Conquête et reconquête de la péninsule Ibérique | lhistoire.fr Le 20 juin, l’armée croisée lève le camp et prend la route d’Alarcos afin d’emprunter le défilé de Despeñaperros. En son absence, Alphonse VIII reçoit l’assurance du pape de menacer d’excommunication les rois qui attaqueraient la Castille durant la croisade. En chemin, les croisés capturent les forteresses de Malagón et de Calatrava les 23 et 30 juin. Après cette deuxième prise, la grande majorité des croisés ultramontains (ceux venus d’au-delà des Pyrénées) jugent leur appui à la croisade suffisant et quittent l’armée d’Alphonse VIII le 3 juillet. Selon les chroniqueurs, la raison serait plutôt due à un manque de motivation de la part des  ultramontains et d’un manque d’organisation dans la chaîne de commandement. Seuls 130 chevaliers décident de rester et autant de fantassins pour un total de 15 000 hommes continuant l’expédition. Le 4 juillet, les Espagnols retrouvent les terres d’Alarcos et le 14 ils sont aux pieds de la Sierra Morena.

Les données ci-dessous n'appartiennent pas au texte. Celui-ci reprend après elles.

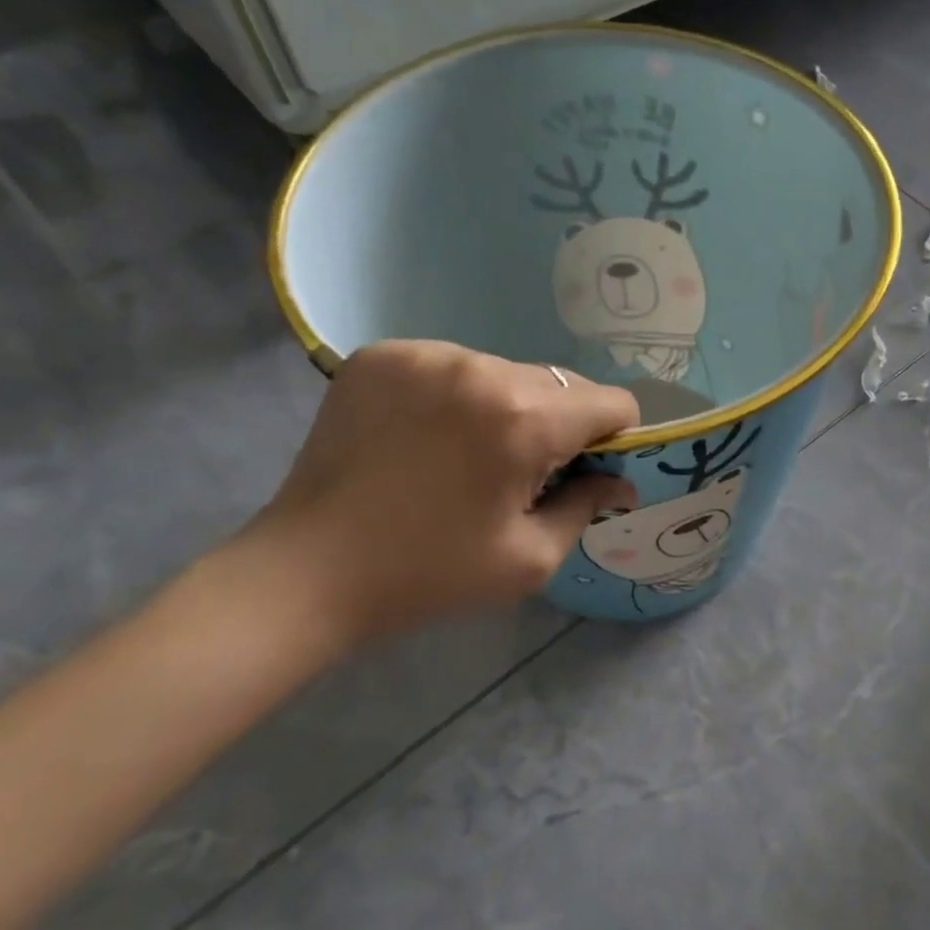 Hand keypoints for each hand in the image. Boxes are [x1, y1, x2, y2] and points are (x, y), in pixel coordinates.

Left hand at [248, 342, 639, 643]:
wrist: (308, 572)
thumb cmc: (431, 573)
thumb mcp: (529, 558)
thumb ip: (586, 507)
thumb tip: (620, 482)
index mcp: (524, 419)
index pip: (612, 402)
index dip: (615, 438)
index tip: (586, 471)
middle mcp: (480, 368)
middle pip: (561, 384)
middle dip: (560, 424)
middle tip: (523, 473)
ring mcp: (425, 355)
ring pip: (505, 371)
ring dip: (507, 407)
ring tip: (467, 455)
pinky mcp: (380, 356)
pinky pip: (451, 365)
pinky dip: (456, 396)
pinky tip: (427, 436) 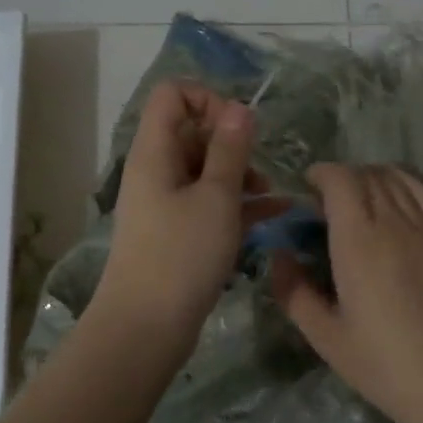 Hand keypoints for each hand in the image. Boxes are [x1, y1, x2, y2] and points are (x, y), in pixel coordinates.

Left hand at [93, 80, 256, 346]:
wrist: (146, 328)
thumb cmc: (182, 255)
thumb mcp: (216, 197)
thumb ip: (230, 149)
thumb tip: (239, 108)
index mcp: (155, 152)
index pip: (172, 95)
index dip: (208, 99)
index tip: (238, 129)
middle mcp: (156, 170)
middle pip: (193, 132)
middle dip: (232, 142)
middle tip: (259, 167)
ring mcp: (166, 202)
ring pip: (205, 169)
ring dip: (240, 174)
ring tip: (271, 195)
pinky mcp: (177, 232)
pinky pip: (209, 202)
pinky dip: (238, 203)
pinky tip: (277, 214)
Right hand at [271, 164, 422, 422]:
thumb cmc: (384, 364)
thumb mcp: (325, 337)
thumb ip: (294, 292)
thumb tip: (280, 257)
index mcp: (358, 241)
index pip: (340, 179)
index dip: (321, 174)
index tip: (307, 189)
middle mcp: (394, 221)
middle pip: (366, 174)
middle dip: (342, 179)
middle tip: (328, 204)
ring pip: (396, 178)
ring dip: (372, 179)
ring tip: (361, 201)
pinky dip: (404, 185)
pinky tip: (397, 204) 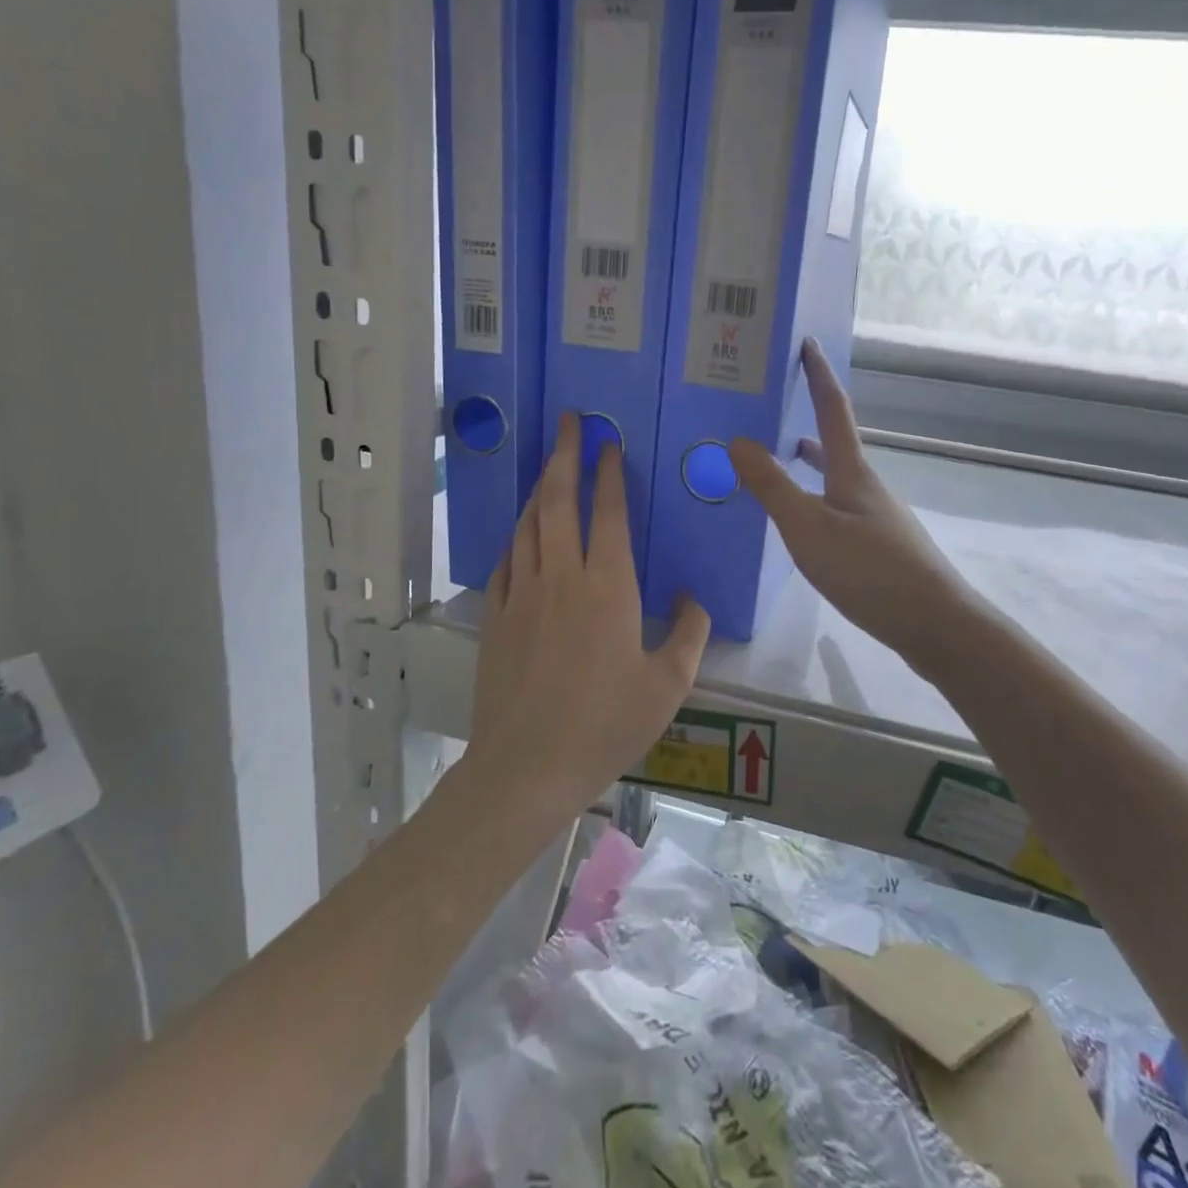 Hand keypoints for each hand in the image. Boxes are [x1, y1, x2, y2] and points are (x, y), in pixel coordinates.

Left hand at [467, 414, 711, 825]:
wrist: (528, 766)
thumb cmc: (606, 724)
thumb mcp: (668, 684)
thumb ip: (689, 633)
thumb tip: (693, 598)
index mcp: (607, 586)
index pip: (607, 513)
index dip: (607, 473)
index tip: (606, 444)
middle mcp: (561, 577)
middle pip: (557, 501)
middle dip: (563, 456)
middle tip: (567, 422)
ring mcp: (521, 594)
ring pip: (527, 525)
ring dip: (538, 490)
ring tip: (547, 467)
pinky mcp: (494, 617)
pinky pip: (505, 562)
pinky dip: (516, 538)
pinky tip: (521, 535)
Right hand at [729, 339, 980, 668]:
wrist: (933, 623)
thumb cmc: (869, 570)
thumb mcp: (809, 528)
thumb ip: (772, 487)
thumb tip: (738, 439)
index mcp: (853, 471)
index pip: (833, 409)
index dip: (818, 375)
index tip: (807, 343)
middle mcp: (867, 486)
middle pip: (835, 443)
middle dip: (806, 420)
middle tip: (771, 409)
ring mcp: (877, 516)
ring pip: (837, 477)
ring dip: (810, 462)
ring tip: (780, 459)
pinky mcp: (880, 546)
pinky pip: (839, 506)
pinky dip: (816, 498)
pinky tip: (805, 523) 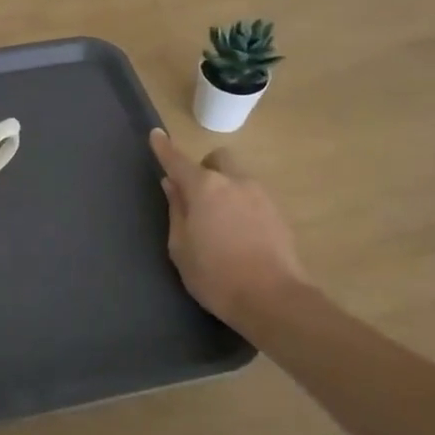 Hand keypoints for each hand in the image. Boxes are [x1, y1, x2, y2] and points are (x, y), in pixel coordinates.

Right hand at [149, 129, 306, 324]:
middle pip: (218, 160)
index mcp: (205, 188)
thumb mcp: (181, 247)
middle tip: (195, 196)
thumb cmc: (215, 275)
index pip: (178, 161)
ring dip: (225, 189)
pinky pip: (252, 198)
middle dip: (205, 168)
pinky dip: (241, 206)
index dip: (164, 148)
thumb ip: (176, 210)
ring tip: (218, 223)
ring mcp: (261, 196)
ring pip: (238, 179)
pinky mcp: (278, 214)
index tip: (156, 135)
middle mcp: (235, 182)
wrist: (273, 299)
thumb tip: (172, 185)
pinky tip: (238, 235) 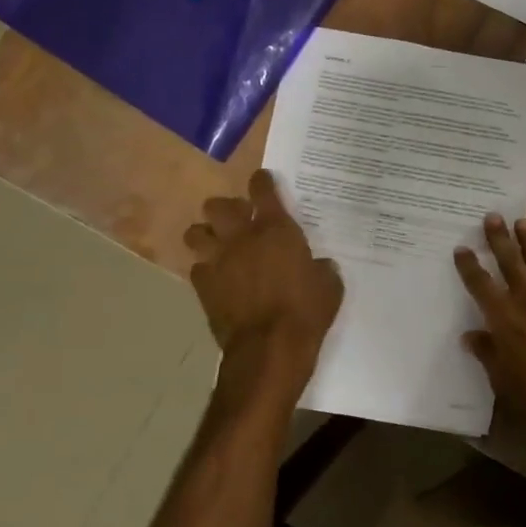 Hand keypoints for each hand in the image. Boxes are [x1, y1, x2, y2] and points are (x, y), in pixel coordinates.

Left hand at [185, 170, 342, 366]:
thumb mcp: (329, 284)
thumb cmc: (306, 310)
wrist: (269, 347)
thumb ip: (321, 267)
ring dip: (206, 235)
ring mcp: (217, 261)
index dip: (261, 182)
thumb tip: (318, 265)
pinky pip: (197, 268)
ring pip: (195, 233)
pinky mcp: (203, 287)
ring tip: (219, 244)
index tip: (262, 180)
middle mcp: (241, 237)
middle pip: (218, 206)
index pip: (262, 191)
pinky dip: (206, 269)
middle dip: (226, 208)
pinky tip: (217, 278)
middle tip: (239, 219)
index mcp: (276, 229)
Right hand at [454, 214, 525, 438]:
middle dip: (499, 238)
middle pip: (510, 261)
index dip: (469, 265)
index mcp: (503, 317)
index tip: (462, 248)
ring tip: (522, 221)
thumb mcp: (501, 377)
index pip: (480, 284)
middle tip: (493, 216)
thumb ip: (486, 351)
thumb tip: (470, 336)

Le 22 juin, voyant la menace arriver sur lui, al-Nasir quitte Séville où il avait passé l’hiver et atteint l’entrée sud du défilé, dans le village de Las Navas de Tolosa, le 13 juillet. Il ordonne de bloquer le passage, laissant le choix à ses adversaires de traverser par un passage plus risqué ou bien de mourir de faim dans une épreuve d’attrition. Malheureusement pour lui, Alphonse VIII reçoit la visite d’un berger vivant dans la région l’informant d’un passage plus à l’ouest pour contourner les Almohades, El Puerto (col) de Muradal. Une fois sortie des montagnes, l’armée croisée se retrouve sur les arrières d’al-Nasir, surpris par cette armée semblant venue de nulle part.

Les combats ne démarrent que deux jours plus tard et le 16 juillet au matin, Alphonse VIII fait mettre l’armée en ordre de bataille. Les Espagnols se répartissent en trois blocs divisés chacun en trois corps. Au centre, les chevaliers ultramontains et les volontaires espagnols composent l’avant-garde castillane sous le commandement de Diego Lopez de Haro. Elle comprend des cavaliers lourds servant à enfoncer les rangs ennemis.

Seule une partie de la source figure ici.